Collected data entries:
┄┄┄┄┄┄┄┄┄┄

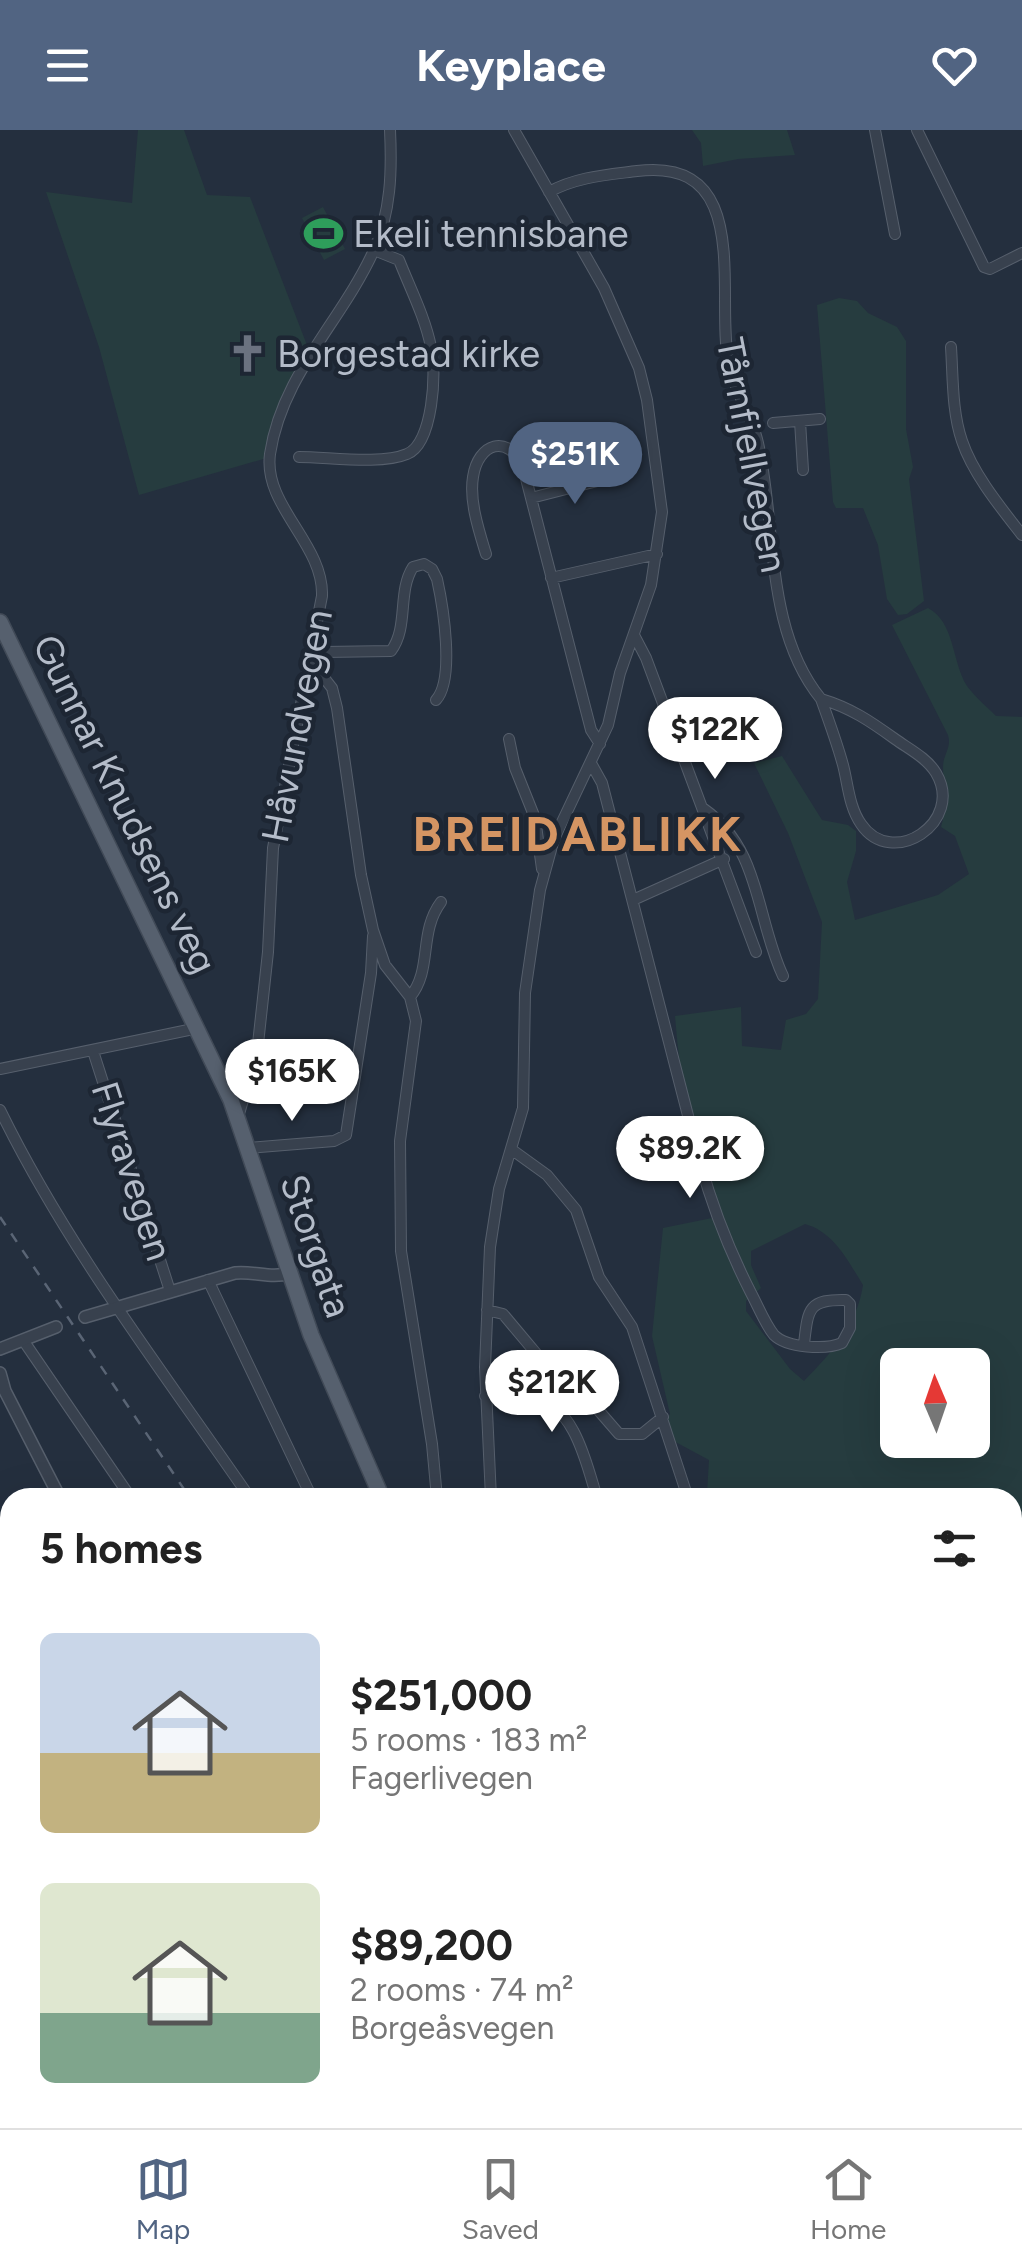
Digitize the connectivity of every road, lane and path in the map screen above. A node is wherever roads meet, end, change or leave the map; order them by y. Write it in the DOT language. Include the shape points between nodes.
graph roads {
  1 [pos="390,130"];
  2 [pos="514,130"];
  3 [pos="917,130"];
  4 [pos="878,131"];
  5 [pos="549,192"];
  6 [pos="895,234"];
  7 [pos="374,250"];
  8 [pos="1022,253"];
  9 [pos="950,347"];
  10 [pos="820,419"];
  11 [pos="800,421"];
  12 [pos="773,423"];
  13 [pos="300,457"];
  14 [pos="803,470"];
  15 [pos="609,478"];
  16 [pos="531,498"];
  17 [pos="1022,535"];
  18 [pos="486,554"];
  19 [pos="657,554"];
  20 [pos="551,578"];
  21 [pos="0,622"];
  22 [pos="634,636"];
  23 [pos="310,660"];
  24 [pos="821,699"];
  25 [pos="436,700"];
  26 [pos="509,739"];
  27 [pos="600,744"];
  28 [pos="592,765"];
  29 [pos="703,808"];
  30 [pos="724,859"];
  31 [pos="543,875"];
  32 [pos="633,900"];
  33 [pos="440,902"];
  34 [pos="373,930"];
  35 [pos="756,952"];
  36 [pos="783,976"];
  37 [pos="410,997"];
  38 [pos="194,1022"];
  39 [pos="93,1051"];
  40 [pos="0,1069"];
  41 [pos="0,1110"];
  42 [pos="238,1117"];
  43 [pos="248,1148"];
  44 [pos="511,1150"];
  45 [pos="290,1274"];
  46 [pos="208,1280"];
  47 [pos="170,1292"];
  48 [pos="116,1308"];
  49 [pos="487,1310"];
  50 [pos="84,1317"];
  51 [pos="56,1327"];
  52 [pos="23,1340"];
  53 [pos="804,1344"];
  54 [pos="0,1349"];
  55 [pos="0,1373"];
  56 [pos="3,1392"];
  57 [pos="486,1396"];
  58 [pos="663,1416"];
  59 [pos="55,1488"];
  60 [pos="125,1488"];
  61 [pos="243,1488"];
  62 [pos="307,1488"];
  63 [pos="378,1488"];
  64 [pos="436,1488"];
  65 [pos="491,1488"];
  66 [pos="594,1488"];
  67 [pos="685,1488"];
  1 -- 7 [label="street, Håvundvegen" via="390,193"];
  2 -- 5 [label="street"];
  3 -- 8 [label="street" via="984,267"];
  4 -- 6 [label="street"];
  5 -- 19 [label="street" via="635,359 661,494"];
  5 -- 24 [label="street, Tårnfjellvegen" via="573,180 664,170 694,183 714,207 724,243 728,364 758,443 786,626 802,671"];
  7 -- 13 [label="street" via="399,260 428,336 434,361 422,440 412,453 394,458"];
  7 -- 23 [label="street, Håvundvegen" via="289,388 270,458 279,494 322,581"];
  9 -- 17 [label="street" via="962,442"];
  10 -- 11 [label="street"];
  11 -- 12 [label="street"];
  11 -- 14 [label="street"];
  15 -- 16 [label="street"];
  16 -- 18 [label="street" via="512,450 496,445 482,454 472,493"];
  16 -- 20 [label="street"];
  19 -- 20 [label="street"];
  19 -- 22 [label="street"];
  20 -- 27 [label="street" via="590,730"];
  21 -- 38 [label="main road, Gunnar Knudsens veg"];
  22 -- 27 [label="street"];
  22 -- 29 [label="street"];
  23 -- 25 [label="street" via="324,652 391,650 406,578 424,564 437,579 446,648 443,692"];
  23 -- 34 [label="street" via="332,688 337,708"];
  23 -- 42 [label="street, Håvundvegen" via="273,848 257,1053"];
  24 -- 24 [label="street, Tårnfjellvegen" via="862,826 891,842 928,832 942,799 936,772 865,716"];
  26 -- 31 [label="street" via="535,818"];
  27 -- 28 [label="street"];
  28 -- 31 [label="street"];
  28 -- 32 [label="street"];
  29 -- 30 [label="street"];
  29 -- 36 [label="street" via="749,865"];
  30 -- 32 [label="street"];
  30 -- 35 [label="street"];
  31 -- 44 [label="street" via="525,993 523,1108"];
  32 -- 53 [label="street" via="721,1234 774,1335"];
  33 -- 37 [label="street" via="429,920 421,982"];
  34 -- 37 [label="street" via="385,965"];
  34 -- 43 [label="street" via="346,1135"];
  37 -- 64 [label="street" via="416,1021 400,1141 401,1266"];
  38 -- 39 [label="street"];
  38 -- 42 [label="main road, Storgata"];
  39 -- 40 [label="street"];
  39 -- 47 [label="street, Flyravegen"];
  41 -- 48 [label="street" via="44,1196"];
  42 -- 43 [label="main road, Storgata"];
  43 -- 45 [label="main road, Storgata"];
  44 -- 49 [label="street" via="492,1229"];
  44 -- 58 [label="street" via="571,1201 599,1277 632,1327"];
  45 -- 46 [label="street"];
  45 -- 63 [label="main road, Storgata"];
  46 -- 47 [label="street"];
  46 -- 62 [label="street"];
  47 -- 48 [label="street"];
  48 -- 50 [label="street"];
  48 -- 61 [label="street"];
  49 -- 57 [label="street"];
  49 -- 58 [label="street" via="503,1314 619,1434 642,1434"];
  51 -- 52 [label="street"];
  52 -- 54 [label="street"];
  52 -- 60 [label="street"];
  53 -- 53 [label="street" via="842,1343 850,1304 814,1305"];
  55 -- 56 [label="street"];
  56 -- 59 [label="street"];
  57 -- 65 [label="street"];
  57 -- 66 [label="street" via="550,1403 580,1445"];
  58 -- 67 [label="street"];
}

┄┄┄┄┄┄┄┄┄┄

TASK GOAL:
All of the data above must be printed exactly, minus its pictures.

OUTPUT FOR THIS TASK:
Digitize the connectivity of every road, lane and path in the map screen above. A node is wherever roads meet, end, change or leave the map; order them by y. Write it in the DOT language. Include the shape points between nodes.
graph roads {
  1 [pos="390,130"];
  2 [pos="514,130"];
  3 [pos="917,130"];
  4 [pos="878,131"];
  5 [pos="549,192"];
  6 [pos="895,234"];
  7 [pos="374,250"];
  8 [pos="1022,253"];
  9 [pos="950,347"];
  10 [pos="820,419"];
  11 [pos="800,421"];
  12 [pos="773,423"];
  13 [pos="300,457"];
  14 [pos="803,470"];
  15 [pos="609,478"];
  16 [pos="531,498"];
  17 [pos="1022,535"];
  18 [pos="486,554"];
  19 [pos="657,554"];
  20 [pos="551,578"];
  21 [pos="0,622"];
  22 [pos="634,636"];
  23 [pos="310,660"];
  24 [pos="821,699"];
  25 [pos="436,700"];
  26 [pos="509,739"];
  27 [pos="600,744"];
  28 [pos="592,765"];
  29 [pos="703,808"];
  30 [pos="724,859"];
  31 [pos="543,875"];
  32 [pos="633,900"];
  33 [pos="440,902"];
  34 [pos="373,930"];
  35 [pos="756,952"];
  36 [pos="783,976"];
  37 [pos="410,997"];
  38 [pos="194,1022"];
  39 [pos="93,1051"];
  40 [pos="0,1069"];
  41 [pos="0,1110"];
  42 [pos="238,1117"];
  43 [pos="248,1148"];
  44 [pos="511,1150"];
  45 [pos="290,1274"];
  46 [pos="208,1280"];
  47 [pos="170,1292"];
  48 [pos="116,1308"];
  49 [pos="487,1310"];
  50 [pos="84,1317"];
  51 [pos="56,1327"];
  52 [pos="23,1340"];
  53 [pos="804,1344"];
  54 [pos="0,1349"];
  55 [pos="0,1373"];
  56 [pos="3,1392"];
  57 [pos="486,1396"];
  58 [pos="663,1416"];
  59 [pos="55,1488"];
  60 [pos="125,1488"];
  61 [pos="243,1488"];
  62 [pos="307,1488"];
  63 [pos="378,1488"];
  64 [pos="436,1488"];
  65 [pos="491,1488"];
  66 [pos="594,1488"];
  67 [pos="685,1488"];
  1 -- 7 [label="street, Håvundvegen" via="390,193"];
  2 -- 5 [label="street"];
  3 -- 8 [label="street" via="984,267"];
  4 -- 6 [label="street"];
  5 -- 19 [label="street" via="635,359 661,494"];
  5 -- 24 [label="street, Tårnfjellvegen" via="573,180 664,170 694,183 714,207 724,243 728,364 758,443 786,626 802,671"];
  7 -- 13 [label="street" via="399,260 428,336 434,361 422,440 412,453 394,458"];
  7 -- 23 [label="street, Håvundvegen" via="289,388 270,458 279,494 322,581"];
  9 -- 17 [label="street" via="962,442"];
  10 -- 11 [label="street"];
  11 -- 12 [label="street"];
  11 -- 14 [label="street"];
  15 -- 16 [label="street"];
  16 -- 18 [label="street" via="512,450 496,445 482,454 472,493"];
  16 -- 20 [label="street"];
  19 -- 20 [label="street"];
  19 -- 22 [label="street"];
  20 -- 27 [label="street" via="590,730"];
  21 -- 38 [label="main road, Gunnar Knudsens veg"];
  22 -- 27 [label="street"];
  22 -- 29 [label="street"];
  23 -- 25 [label="street" via="324,652 391,650 406,578 424,564 437,579 446,648 443,692"];
  23 -- 34 [label="street" via="332,688 337,708"];
  23 -- 42 [label="street, Håvundvegen" via="273,848 257,1053"];
  24 -- 24 [label="street, Tårnfjellvegen" via="862,826 891,842 928,832 942,799 936,772 865,716"];
  26 -- 31 [label="street" via="535,818"];
  27 -- 28 [label="street"];
  28 -- 31 [label="street"];
  28 -- 32 [label="street"];
  29 -- 30 [label="street"];
  29 -- 36 [label="street" via="749,865"];
  30 -- 32 [label="street"];
  30 -- 35 [label="street"];
  31 -- 44 [label="street" via="525,993 523,1108"];
  32 -- 53 [label="street" via="721,1234 774,1335"];
  33 -- 37 [label="street" via="429,920 421,982"];
  34 -- 37 [label="street" via="385,965"];
  34 -- 43 [label="street" via="346,1135"];
  37 -- 64 [label="street" via="416,1021 400,1141 401,1266"];
  38 -- 39 [label="street"];
  38 -- 42 [label="main road, Storgata"];
  39 -- 40 [label="street"];
  39 -- 47 [label="street, Flyravegen"];
  41 -- 48 [label="street" via="44,1196"];
  42 -- 43 [label="main road, Storgata"];
  43 -- 45 [label="main road, Storgata"];
  44 -- 49 [label="street" via="492,1229"];
  44 -- 58 [label="street" via="571,1201 599,1277 632,1327"];
  45 -- 46 [label="street"];
  45 -- 63 [label="main road, Storgata"];
  46 -- 47 [label="street"];
  46 -- 62 [label="street"];
  47 -- 48 [label="street"];
  48 -- 50 [label="street"];
  48 -- 61 [label="street"];
  49 -- 57 [label="street"];
  49 -- 58 [label="street" via="503,1314 619,1434 642,1434"];
  51 -- 52 [label="street"];
  52 -- 54 [label="street"];
  52 -- 60 [label="street"];
  53 -- 53 [label="street" via="842,1343 850,1304 814,1305"];
  55 -- 56 [label="street"];
  56 -- 59 [label="street"];
  57 -- 65 [label="street"];
  57 -- 66 [label="street" via="550,1403 580,1445"];
  58 -- 67 [label="street"];
}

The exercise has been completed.